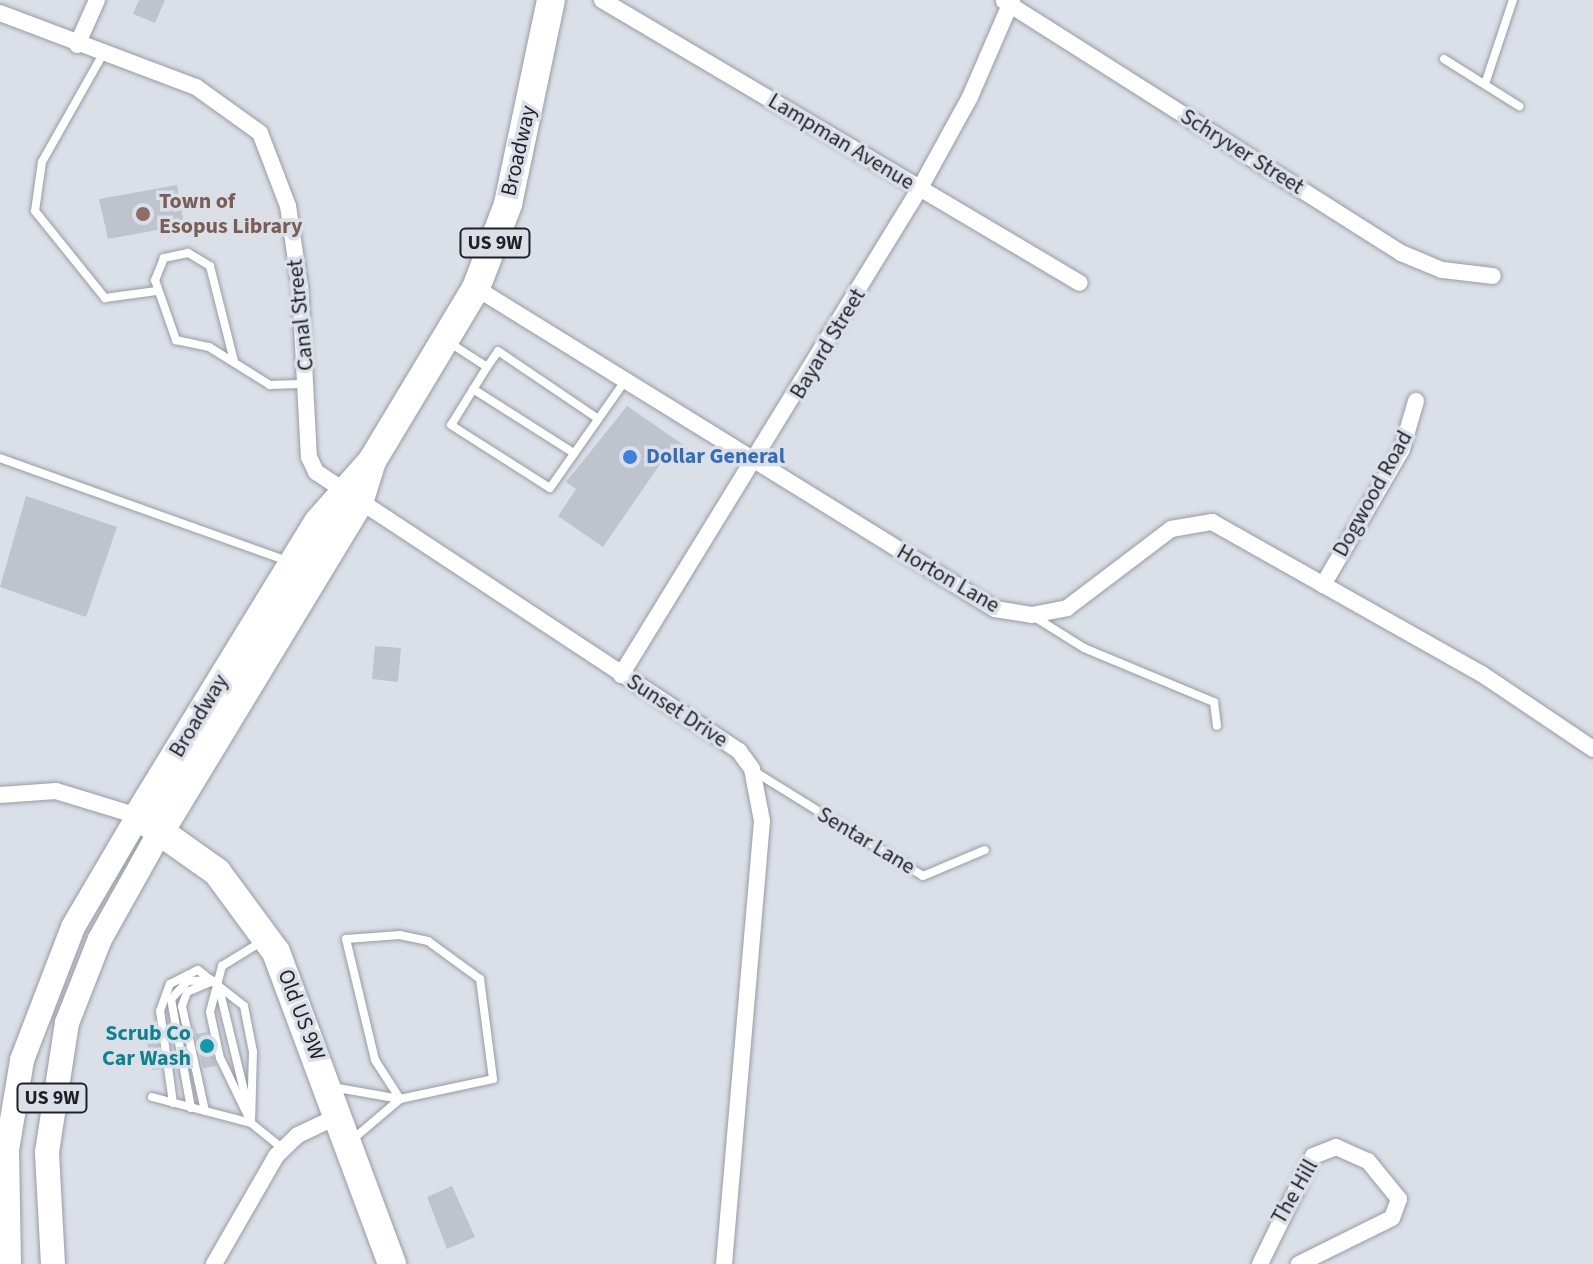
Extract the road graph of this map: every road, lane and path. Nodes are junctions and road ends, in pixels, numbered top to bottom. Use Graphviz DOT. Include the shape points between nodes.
graph roads {
  1 [pos="97,0"];
  2 [pos="551,0"];
  3 [pos="602,0"];
  4 [pos="1513,0"];
  5 [pos="1008,2"];
  6 [pos="0,13"];
  7 [pos="77,45"];
  8 [pos="103,54"];
  9 [pos="1444,59"];
  10 [pos="1485,84"];
  11 [pos="1519,106"];
  12 [pos="920,188"];
  13 [pos="1493,276"];
  14 [pos="1080,283"];
  15 [pos="476,288"];
  16 [pos="157,291"];
  17 [pos="446,340"];
  18 [pos="234,361"];
  19 [pos="487,367"];
  20 [pos="625,381"];
  21 [pos="307,384"];
  22 [pos="473,389"];
  23 [pos="1416,401"];
  24 [pos="597,418"];
  25 [pos="574,453"];
  26 [pos="0,458"];
  27 [pos="756,463"];
  28 [pos="349,498"];
  29 [pos="292,563"];
  30 [pos="1323,585"];
  31 [pos="1032,615"];
  32 [pos="621,675"];
  33 [pos="1217,726"];
  34 [pos="1588,743"];
  35 [pos="752,769"];
  36 [pos="0,795"];
  37 [pos="150,823"];
  38 [pos="985,850"];
  39 [pos="268,938"];
  40 [pos="217,980"];
  41 [pos="327,1086"];
  42 [pos="152,1097"];
  43 [pos="400,1099"];
  44 [pos="173,1103"];
  45 [pos="191,1108"];
  46 [pos="205,1111"];
  47 [pos="338,1116"];
  48 [pos="251,1123"];
  49 [pos="348,1144"];
  50 [pos="282,1148"];
  51 [pos="9,1264"];
  52 [pos="53,1264"];
  53 [pos="214,1264"];
  54 [pos="392,1264"];
  55 [pos="724,1264"];
  56 [pos="1260,1264"];
  57 [pos="1299,1264"];
  1 -- 7 [label="street"];
  2 -- 15 [label="highway, Broadway / US 9W" via="515,175"];
  3 -- 12 [label="street, Lampman Avenue"];
  4 -- 10 [label="lane"];
  5 -- 12 [label="street, Bayard Street" via="970,97"];
  5 -- 13 [label="street, Schryver Street" via="1401,253 1442,270"];
  6 -- 7 [label="street, Canal Street"];
  7 -- 8 [label="street, Canal Street"];
  8 -- 16 [label="lane" via="42,162 35,211 105,298"];
  8 -- 21 [label="street, Canal Street" via="196,87 260,133 288,206"];
  9 -- 10 [label="lane"];
  10 -- 11 [label="lane"];
  12 -- 14 [label="street, Lampman Avenue"];
  12 -- 27 [label="street, Bayard Street"];
  15 -- 17 [label="highway, Broadway / US 9W"];
  15 -- 20 [label="street, Horton Lane"];
  16 -- 18 [label="lane" via="176,340"];
  16 -- 18 [label="lane" via="155,269 164,258 188,253 203,257 210,266"];
  17 -- 19 [label="lane"];
  17 -- 28 [label="highway, Broadway / US 9W"];
  18 -- 21 [label="lane" via="270,385"];
  19 -- 22 [label="lane"];
  19 -- 24 [label="lane" via="498,351"];
  20 -- 24 [label="lane"];
  20 -- 27 [label="street, Horton Lane"];
  21 -- 28 [label="street, Canal Street" via="309,457"];
  22 -- 25 [label="lane"];
  22 -- 25 [label="lane" via="451,425 550,488"];
  23 -- 30 [label="street, Dogwood Road" via="1402,449"];
  24 -- 25 [label="lane"];
  26 -- 29 [label="lane"];
  27 -- 31 [label="street, Horton Lane" via="973,598"];
  27 -- 32 [label="street, Bayard Street"];
  28 -- 29 [label="highway, Broadway / US 9W"];
  28 -- 32 [label="street, Sunset Drive"];
  28 -- 37 [label="highway, Broadway / US 9W"];
  29 -- 37 [label="highway, Broadway / US 9W"];
  30 -- 31 [label="street" via="1228,528 1198,520 1171,529 1084,599"];
  30 -- 34 [label="street" via="1482,674"];
  31 -- 33 [label="lane" via="1084,648 1214,702"];
  32 -- 35 [label="street, Sunset Drive" via="739,751"];
  35 -- 38 [label="lane, Sentar Lane" via="923,876"];
  35 -- 55 [label="street" via="762,821"];
  36 -- 37 [label="street" via="56,791"];
  37 -- 39 [label="highway, Old US 9W" via="217,872"];
  37 -- 51 [label="main road, US 9W" via="73,927 22,1060 7,1150"];
  37 -- 52 [label="main road, US 9W" via="67,1023 47,1152"];
  39 -- 40 [label="lane" via="222,966"];
  39 -- 41 [label="highway, Old US 9W" via="300,1004"];
  40 -- 44 [label="lane" via="198,970 177,977 165,993 160,1011"];
  40 -- 45 [label="lane" via="188,981 171,999"];
  40 -- 46 [label="lane" via="187,992 182,1006"];
  40 -- 48 [label="lane"];
  40 -- 48 [label="lane" via="214,1031"];
  40 -- 48 [label="lane" via="244,1006"];
  41 -- 43 [label="lane"];
  41 -- 47 [label="highway, Old US 9W"];
  42 -- 44 [label="lane"];
  43 -- 43 [label="lane" via="493,1079 480,979 428,941 376,933 346,939 375,1060"];
  43 -- 49 [label="lane"];
  44 -- 45 [label="lane"];
  45 -- 46 [label="lane"];
  46 -- 48 [label="lane"];
  47 -- 49 [label="highway, Old US 9W"];
  47 -- 50 [label="street"];
  48 -- 50 [label="lane"];
  49 -- 54 [label="highway, Old US 9W"];
  50 -- 53 [label="street"];
  56 -- 57 [label="street, The Hill" via="1313,1156 1336,1147 1368,1161 1399,1199 1392,1218"];
}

▶ [What the task requires]: Produce a verbatim transcription of every line in the listing, images omitted.

▶ [Written solution]:
Extract the road graph of this map: every road, lane and path. Nodes are junctions and road ends, in pixels, numbered top to bottom. Use Graphviz DOT. Include the shape points between nodes.
graph roads {
  1 [pos="97,0"];
  2 [pos="551,0"];
  3 [pos="602,0"];
  4 [pos="1513,0"];
  5 [pos="1008,2"];
  6 [pos="0,13"];
  7 [pos="77,45"];
  8 [pos="103,54"];
  9 [pos="1444,59"];
  10 [pos="1485,84"];
  11 [pos="1519,106"];
  12 [pos="920,188"];
  13 [pos="1493,276"];
  14 [pos="1080,283"];
  15 [pos="476,288"];
  16 [pos="157,291"];
  17 [pos="446,340"];
  18 [pos="234,361"];
  19 [pos="487,367"];
  20 [pos="625,381"];
  21 [pos="307,384"];
  22 [pos="473,389"];
  23 [pos="1416,401"];
  24 [pos="597,418"];
  25 [pos="574,453"];
  26 [pos="0,458"];
  27 [pos="756,463"];
  28 [pos="349,498"];
  29 [pos="292,563"];
  30 [pos="1323,585"];
  31 [pos="1032,615"];
  32 [pos="621,675"];
  33 [pos="1217,726"];
  34 [pos="1588,743"];
  35 [pos="752,769"];
  36 [pos="0,795"];
  37 [pos="150,823"];
  38 [pos="985,850"];
  39 [pos="268,938"];
  40 [pos="217,980"];
  41 [pos="327,1086"];
  42 [pos="152,1097"];
  43 [pos="400,1099"];
  44 [pos="173,1103"];
  45 [pos="191,1108"];
  46 [pos="205,1111"];
  47 [pos="338,1116"];
  48 [pos="251,1123"];
  49 [pos="348,1144"];
  50 [pos="282,1148"];
  51 [pos="9,1264"];
  52 [pos="53,1264"];
  53 [pos="214,1264"];
  54 [pos="392,1264"];
  55 [pos="724,1264"];
  56 [pos="1260,1264"];
  57 [pos="1299,1264"];
  1 -- 7 [label="street"];
  2 -- 15 [label="highway, Broadway / US 9W" via="515,175"];
  3 -- 12 [label="street, Lampman Avenue"];
  4 -- 10 [label="lane"];
  5 -- 12 [label="street, Bayard Street" via="970,97"];
  5 -- 13 [label="street, Schryver Street" via="1401,253 1442,270"];
  6 -- 7 [label="street, Canal Street"];
  7 -- 8 [label="street, Canal Street"];
  8 -- 16 [label="lane" via="42,162 35,211 105,298"];
  8 -- 21 [label="street, Canal Street" via="196,87 260,133 288,206"];
  9 -- 10 [label="lane"];
  10 -- 11 [label="lane"];
  12 -- 14 [label="street, Lampman Avenue"];
  12 -- 27 [label="street, Bayard Street"];
  15 -- 17 [label="highway, Broadway / US 9W"];
  15 -- 20 [label="street, Horton Lane"];
  16 -- 18 [label="lane" via="176,340"];
  16 -- 18 [label="lane" via="155,269 164,258 188,253 203,257 210,266"];
  17 -- 19 [label="lane"];
  17 -- 28 [label="highway, Broadway / US 9W"];
  18 -- 21 [label="lane" via="270,385"];
  19 -- 22 [label="lane"];
  19 -- 24 [label="lane" via="498,351"];
  20 -- 24 [label="lane"];
  20 -- 27 [label="street, Horton Lane"];
  21 -- 28 [label="street, Canal Street" via="309,457"];
  22 -- 25 [label="lane"];
  22 -- 25 [label="lane" via="451,425 550,488"];
  23 -- 30 [label="street, Dogwood Road" via="1402,449"];
  24 -- 25 [label="lane"];
  26 -- 29 [label="lane"];
  27 -- 31 [label="street, Horton Lane" via="973,598"];
  27 -- 32 [label="street, Bayard Street"];
  28 -- 29 [label="highway, Broadway / US 9W"];
  28 -- 32 [label="street, Sunset Drive"];
  28 -- 37 [label="highway, Broadway / US 9W"];
  29 -- 37 [label="highway, Broadway / US 9W"];
  30 -- 31 [label="street" via="1228,528 1198,520 1171,529 1084,599"];
  30 -- 34 [label="street" via="1482,674"];
  31 -- 33 [label="lane" via="1084,648 1214,702"];
  32 -- 35 [label="street, Sunset Drive" via="739,751"];
  35 -- 38 [label="lane, Sentar Lane" via="923,876"];
  35 -- 55 [label="street" via="762,821"];
  36 -- 37 [label="street" via="56,791"];
  37 -- 39 [label="highway, Old US 9W" via="217,872"];
  37 -- 51 [label="main road, US 9W" via="73,927 22,1060 7,1150"];
  37 -- 52 [label="main road, US 9W" via="67,1023 47,1152"];
  39 -- 40 [label="lane" via="222,966"];
  39 -- 41 [label="highway, Old US 9W" via="300,1004"];
  40 -- 44 [label="lane" via="198,970 177,977 165,993 160,1011"];
  40 -- 45 [label="lane" via="188,981 171,999"];
  40 -- 46 [label="lane" via="187,992 182,1006"];
  40 -- 48 [label="lane"];
  40 -- 48 [label="lane" via="214,1031"];
  40 -- 48 [label="lane" via="244,1006"];
  41 -- 43 [label="lane"];
  41 -- 47 [label="highway, Old US 9W"];
  42 -- 44 [label="lane"];
  43 -- 43 [label="lane" via="493,1079 480,979 428,941 376,933 346,939 375,1060"];
  43 -- 49 [label="lane"];
  44 -- 45 [label="lane"];
  45 -- 46 [label="lane"];
  46 -- 48 [label="lane"];
  47 -- 49 [label="highway, Old US 9W"];
  47 -- 50 [label="street"];
  48 -- 50 [label="lane"];
  49 -- 54 [label="highway, Old US 9W"];
  50 -- 53 [label="street"];
  56 -- 57 [label="street, The Hill" via="1313,1156 1336,1147 1368,1161 1399,1199 1392,1218"];
}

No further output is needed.